• _HOW TO COMPLETE THIS TASK_:
Print each record exactly as it appears, but drop the images.

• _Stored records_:
....................

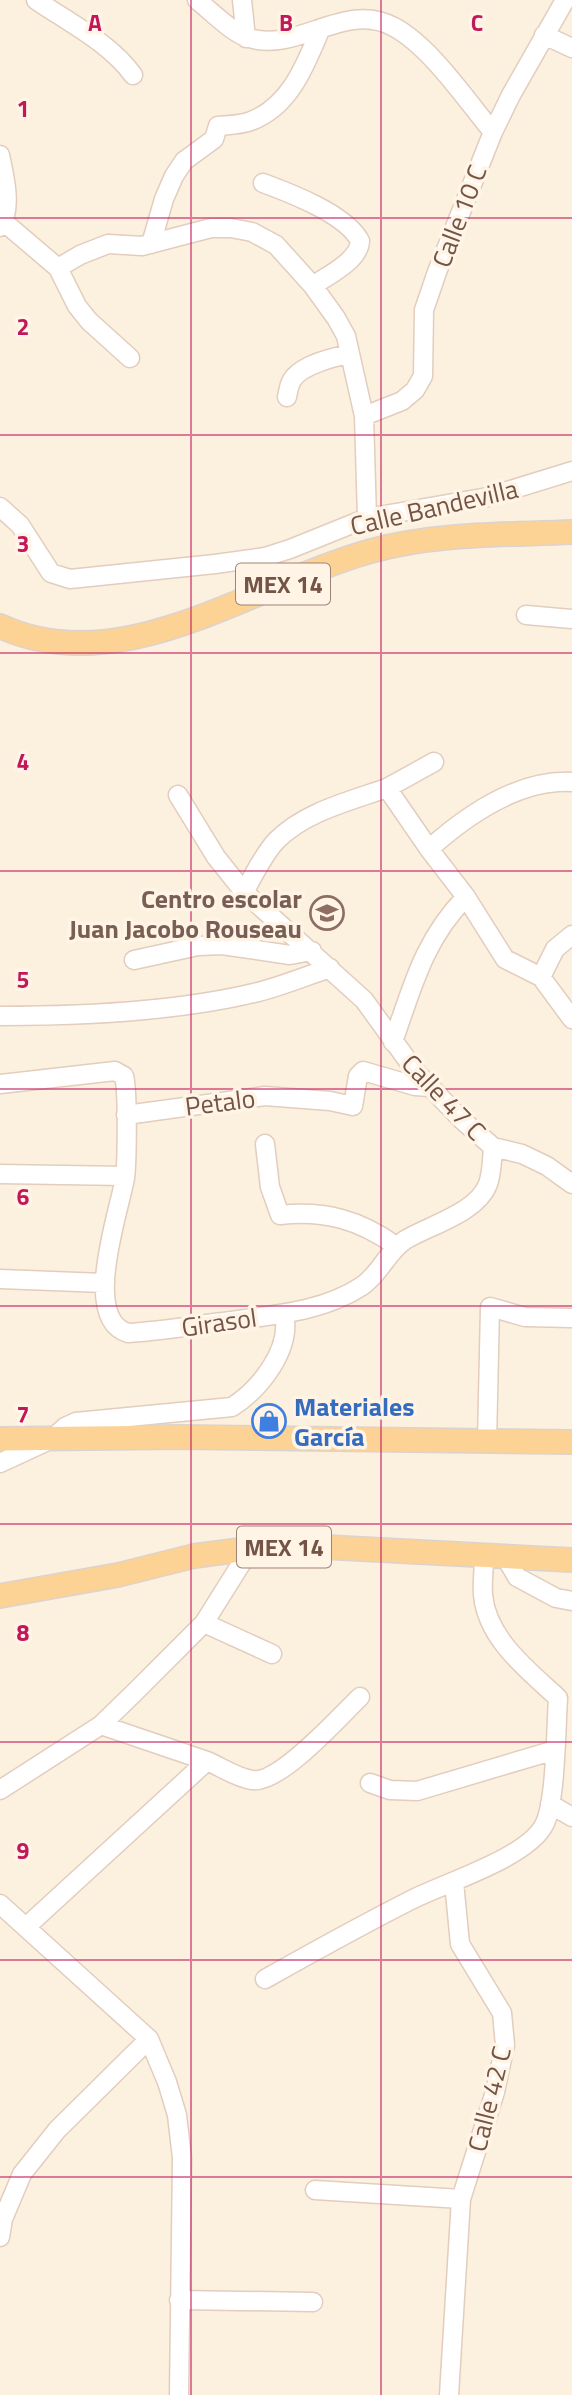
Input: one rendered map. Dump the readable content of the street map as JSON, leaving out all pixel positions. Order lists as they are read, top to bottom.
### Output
{
  "streets": {
    "main road": ["MEX 14"],
    "street": [
      "Calle 10 C",
      "Calle Bandevilla",
      "Calle 47 C",
      "Petalo",
      "Girasol",
      "Calle 42 C"
    ]
  },
  "crossings": [
    ["Calle 47 C", "Petalo"],
    ["Petalo", "Girasol"]
  ],
  "places": {
    "school or university": ["Centro escolar Juan Jacobo Rouseau"],
    "shop": ["Materiales García"]
  },
  "grid": {
    "columns": ["A", "B", "C"],
    "rows": [
      "1",
      "2",
      "3",
      "4",
      "5",
      "6",
      "7",
      "8",
      "9"
    ]
  }
}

....................

• _TASK RESPONSE_:
Input: one rendered map. Dump the readable content of the street map as JSON, leaving out all pixel positions. Order lists as they are read, top to bottom.
### Output
{
  "streets": {
    "main road": ["MEX 14"],
    "street": [
      "Calle 10 C",
      "Calle Bandevilla",
      "Calle 47 C",
      "Petalo",
      "Girasol",
      "Calle 42 C"
    ]
  },
  "crossings": [
    ["Calle 47 C", "Petalo"],
    ["Petalo", "Girasol"]
  ],
  "places": {
    "school or university": ["Centro escolar Juan Jacobo Rouseau"],
    "shop": ["Materiales García"]
  },
  "grid": {
    "columns": ["A", "B", "C"],
    "rows": [
      "1",
      "2",
      "3",
      "4",
      "5",
      "6",
      "7",
      "8",
      "9"
    ]
  }
}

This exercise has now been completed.